Keywords

1 Introduction

In this present time, people are more considerate about their health and diseases and it compels them to be more conscious about the everyday food and the diet. Not only about the good food and diet but people are considerate about the nutritional values that are contained within a food. Technology has touched almost every aspect of human lives with its efficient applications and techniques and with the exponential growth of technology and evolution of technology, the traditional method to classify food has been replaced with applications that automatically detect the food and recognize their nutritional details from the pictures captured using different machine learning algorithms and computer vision. Applications can automatically scan the diets of individuals and help in numerous aspects.

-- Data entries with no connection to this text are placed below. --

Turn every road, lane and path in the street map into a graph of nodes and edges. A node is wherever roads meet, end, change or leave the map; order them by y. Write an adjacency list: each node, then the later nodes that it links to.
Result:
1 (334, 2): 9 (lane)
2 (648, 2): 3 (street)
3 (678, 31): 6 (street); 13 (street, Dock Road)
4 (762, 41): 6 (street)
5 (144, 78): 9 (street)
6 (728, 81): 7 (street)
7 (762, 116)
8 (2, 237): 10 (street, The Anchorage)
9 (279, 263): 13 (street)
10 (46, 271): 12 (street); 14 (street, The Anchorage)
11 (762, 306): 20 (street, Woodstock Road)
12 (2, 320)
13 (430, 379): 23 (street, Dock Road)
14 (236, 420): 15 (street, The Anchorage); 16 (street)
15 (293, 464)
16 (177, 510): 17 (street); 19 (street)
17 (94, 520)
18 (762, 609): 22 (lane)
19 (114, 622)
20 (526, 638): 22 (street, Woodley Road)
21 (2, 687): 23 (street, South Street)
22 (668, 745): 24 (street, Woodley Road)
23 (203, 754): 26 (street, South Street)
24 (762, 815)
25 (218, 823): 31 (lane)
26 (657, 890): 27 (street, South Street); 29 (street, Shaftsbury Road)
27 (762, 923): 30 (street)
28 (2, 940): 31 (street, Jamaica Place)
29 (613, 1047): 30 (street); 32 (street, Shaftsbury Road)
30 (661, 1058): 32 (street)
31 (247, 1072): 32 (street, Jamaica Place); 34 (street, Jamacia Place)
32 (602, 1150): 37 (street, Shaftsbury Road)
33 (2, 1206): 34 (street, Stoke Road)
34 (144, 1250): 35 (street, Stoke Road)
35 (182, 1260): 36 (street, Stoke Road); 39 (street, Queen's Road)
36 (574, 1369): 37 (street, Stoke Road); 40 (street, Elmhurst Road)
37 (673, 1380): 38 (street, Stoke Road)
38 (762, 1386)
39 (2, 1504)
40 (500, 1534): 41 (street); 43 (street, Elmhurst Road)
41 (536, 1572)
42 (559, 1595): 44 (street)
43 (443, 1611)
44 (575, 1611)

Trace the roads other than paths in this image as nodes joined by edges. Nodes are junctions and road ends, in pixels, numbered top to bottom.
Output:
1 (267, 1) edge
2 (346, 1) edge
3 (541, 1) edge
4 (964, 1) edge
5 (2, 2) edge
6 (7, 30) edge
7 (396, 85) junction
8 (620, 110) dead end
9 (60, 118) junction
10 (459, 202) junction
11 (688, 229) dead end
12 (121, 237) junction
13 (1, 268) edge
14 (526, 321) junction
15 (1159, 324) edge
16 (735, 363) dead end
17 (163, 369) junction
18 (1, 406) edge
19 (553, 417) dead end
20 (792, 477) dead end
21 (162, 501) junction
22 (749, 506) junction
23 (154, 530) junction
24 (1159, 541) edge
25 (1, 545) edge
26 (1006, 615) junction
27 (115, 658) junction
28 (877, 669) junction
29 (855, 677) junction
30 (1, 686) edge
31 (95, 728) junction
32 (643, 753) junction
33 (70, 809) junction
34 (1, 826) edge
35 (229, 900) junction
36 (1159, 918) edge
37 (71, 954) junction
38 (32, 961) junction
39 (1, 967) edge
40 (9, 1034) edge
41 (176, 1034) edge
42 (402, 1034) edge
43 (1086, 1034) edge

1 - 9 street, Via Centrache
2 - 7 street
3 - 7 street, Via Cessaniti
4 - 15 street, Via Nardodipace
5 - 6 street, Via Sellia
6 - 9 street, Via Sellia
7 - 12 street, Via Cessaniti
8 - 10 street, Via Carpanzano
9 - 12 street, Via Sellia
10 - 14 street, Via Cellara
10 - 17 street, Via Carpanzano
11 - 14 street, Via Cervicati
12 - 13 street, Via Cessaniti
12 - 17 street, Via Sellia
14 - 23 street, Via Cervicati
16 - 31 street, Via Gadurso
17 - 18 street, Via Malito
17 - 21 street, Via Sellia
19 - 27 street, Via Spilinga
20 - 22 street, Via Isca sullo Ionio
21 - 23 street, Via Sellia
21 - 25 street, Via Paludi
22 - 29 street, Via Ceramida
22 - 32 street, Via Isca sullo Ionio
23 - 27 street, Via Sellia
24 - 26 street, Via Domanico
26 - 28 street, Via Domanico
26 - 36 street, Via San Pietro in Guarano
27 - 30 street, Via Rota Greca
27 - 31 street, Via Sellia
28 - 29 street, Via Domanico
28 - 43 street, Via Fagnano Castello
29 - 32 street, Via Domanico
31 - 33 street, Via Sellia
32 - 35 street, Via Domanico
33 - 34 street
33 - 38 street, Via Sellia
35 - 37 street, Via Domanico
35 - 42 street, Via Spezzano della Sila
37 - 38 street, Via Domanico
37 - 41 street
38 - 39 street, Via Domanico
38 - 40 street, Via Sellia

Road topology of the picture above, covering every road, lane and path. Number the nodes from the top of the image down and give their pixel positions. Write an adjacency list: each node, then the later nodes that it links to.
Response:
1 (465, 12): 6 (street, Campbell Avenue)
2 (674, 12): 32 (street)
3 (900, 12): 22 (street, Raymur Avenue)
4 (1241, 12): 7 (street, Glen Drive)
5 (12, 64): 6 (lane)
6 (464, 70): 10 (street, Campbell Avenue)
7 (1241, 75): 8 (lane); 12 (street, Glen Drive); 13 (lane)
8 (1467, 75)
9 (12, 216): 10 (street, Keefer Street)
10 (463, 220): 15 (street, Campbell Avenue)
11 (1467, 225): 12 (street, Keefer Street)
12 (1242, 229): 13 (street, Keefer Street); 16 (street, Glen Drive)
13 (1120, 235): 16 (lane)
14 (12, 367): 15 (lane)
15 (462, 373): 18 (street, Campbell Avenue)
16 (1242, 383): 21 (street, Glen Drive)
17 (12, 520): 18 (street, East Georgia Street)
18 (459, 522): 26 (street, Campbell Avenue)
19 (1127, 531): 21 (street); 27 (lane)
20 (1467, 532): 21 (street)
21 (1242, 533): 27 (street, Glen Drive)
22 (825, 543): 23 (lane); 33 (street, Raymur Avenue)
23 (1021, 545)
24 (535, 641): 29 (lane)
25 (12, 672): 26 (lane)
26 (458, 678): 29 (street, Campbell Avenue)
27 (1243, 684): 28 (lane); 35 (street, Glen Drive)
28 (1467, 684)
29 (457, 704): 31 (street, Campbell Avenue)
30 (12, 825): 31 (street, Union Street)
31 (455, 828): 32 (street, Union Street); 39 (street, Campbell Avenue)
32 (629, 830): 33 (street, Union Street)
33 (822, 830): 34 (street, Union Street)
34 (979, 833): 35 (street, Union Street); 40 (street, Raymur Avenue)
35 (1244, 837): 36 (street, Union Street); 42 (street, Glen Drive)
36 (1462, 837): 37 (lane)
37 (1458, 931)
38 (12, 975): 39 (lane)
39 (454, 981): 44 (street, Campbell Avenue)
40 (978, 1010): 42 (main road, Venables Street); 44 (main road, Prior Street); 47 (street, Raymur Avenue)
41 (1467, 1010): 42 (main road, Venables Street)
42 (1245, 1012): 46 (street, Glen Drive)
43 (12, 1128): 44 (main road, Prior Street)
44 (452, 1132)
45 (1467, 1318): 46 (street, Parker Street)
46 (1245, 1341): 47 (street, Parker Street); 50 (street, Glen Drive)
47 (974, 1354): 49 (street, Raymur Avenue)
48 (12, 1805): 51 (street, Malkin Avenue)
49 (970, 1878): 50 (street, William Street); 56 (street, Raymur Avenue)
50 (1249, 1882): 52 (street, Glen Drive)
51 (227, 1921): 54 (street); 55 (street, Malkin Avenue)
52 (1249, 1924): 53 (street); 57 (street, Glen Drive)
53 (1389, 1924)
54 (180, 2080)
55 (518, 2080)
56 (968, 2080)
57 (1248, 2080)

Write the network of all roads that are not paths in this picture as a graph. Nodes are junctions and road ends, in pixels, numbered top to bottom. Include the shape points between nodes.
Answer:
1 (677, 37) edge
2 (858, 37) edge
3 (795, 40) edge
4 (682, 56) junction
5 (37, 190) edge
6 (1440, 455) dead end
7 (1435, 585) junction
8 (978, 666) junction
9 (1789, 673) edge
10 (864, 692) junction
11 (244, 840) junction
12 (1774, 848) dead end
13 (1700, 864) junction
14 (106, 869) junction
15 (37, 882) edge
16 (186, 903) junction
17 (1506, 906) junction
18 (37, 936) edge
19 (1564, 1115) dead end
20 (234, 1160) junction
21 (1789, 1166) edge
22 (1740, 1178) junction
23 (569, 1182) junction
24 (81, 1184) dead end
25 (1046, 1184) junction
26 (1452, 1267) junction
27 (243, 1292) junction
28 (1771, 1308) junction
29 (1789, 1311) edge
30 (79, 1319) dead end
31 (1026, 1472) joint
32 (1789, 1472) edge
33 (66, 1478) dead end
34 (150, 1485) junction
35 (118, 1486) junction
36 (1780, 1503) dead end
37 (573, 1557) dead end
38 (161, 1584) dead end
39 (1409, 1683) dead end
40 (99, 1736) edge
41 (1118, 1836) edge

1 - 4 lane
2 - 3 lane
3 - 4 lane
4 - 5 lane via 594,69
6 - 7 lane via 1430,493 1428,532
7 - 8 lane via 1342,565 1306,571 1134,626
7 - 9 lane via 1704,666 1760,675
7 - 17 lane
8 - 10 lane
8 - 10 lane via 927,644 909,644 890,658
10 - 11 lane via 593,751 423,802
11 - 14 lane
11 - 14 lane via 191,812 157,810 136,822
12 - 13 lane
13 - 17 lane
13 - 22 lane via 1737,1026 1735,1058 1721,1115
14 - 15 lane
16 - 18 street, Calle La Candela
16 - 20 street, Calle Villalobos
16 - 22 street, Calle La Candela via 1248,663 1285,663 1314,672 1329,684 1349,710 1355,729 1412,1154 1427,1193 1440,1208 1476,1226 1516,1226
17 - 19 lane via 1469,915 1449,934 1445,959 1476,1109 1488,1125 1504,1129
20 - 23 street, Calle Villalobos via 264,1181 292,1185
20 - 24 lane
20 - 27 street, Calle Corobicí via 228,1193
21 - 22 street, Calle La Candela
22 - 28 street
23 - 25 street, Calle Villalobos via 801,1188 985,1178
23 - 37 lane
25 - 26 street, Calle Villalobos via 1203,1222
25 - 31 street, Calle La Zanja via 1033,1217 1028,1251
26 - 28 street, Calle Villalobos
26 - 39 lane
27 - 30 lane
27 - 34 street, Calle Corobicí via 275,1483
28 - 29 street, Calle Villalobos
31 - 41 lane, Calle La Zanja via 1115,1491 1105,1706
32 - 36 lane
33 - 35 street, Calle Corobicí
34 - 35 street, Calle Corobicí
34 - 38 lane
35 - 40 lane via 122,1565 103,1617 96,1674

Overeating is concerning these days because people are overeating and it makes them less active. Considering the busy schedules and stressed lives of people, the importance of proper classification of food is vital and will play a significant role in the lives of people.

Over the past few years, a fair amount of research and development have been carried out in the field of calorie analysis and visual-based diet, and still, the efficient and structured extraction of information from the food clicks remains an exigent issue. Few of the techniques that are currently in use for dietary assessment included manually recording instruments and self-reporting and doing it manually makes it a tedious task to execute. To overcome this, enhancements to the present techniques are a necessity. One of the possible potential solutions to overcome this challenge is the mobile cloud computing system.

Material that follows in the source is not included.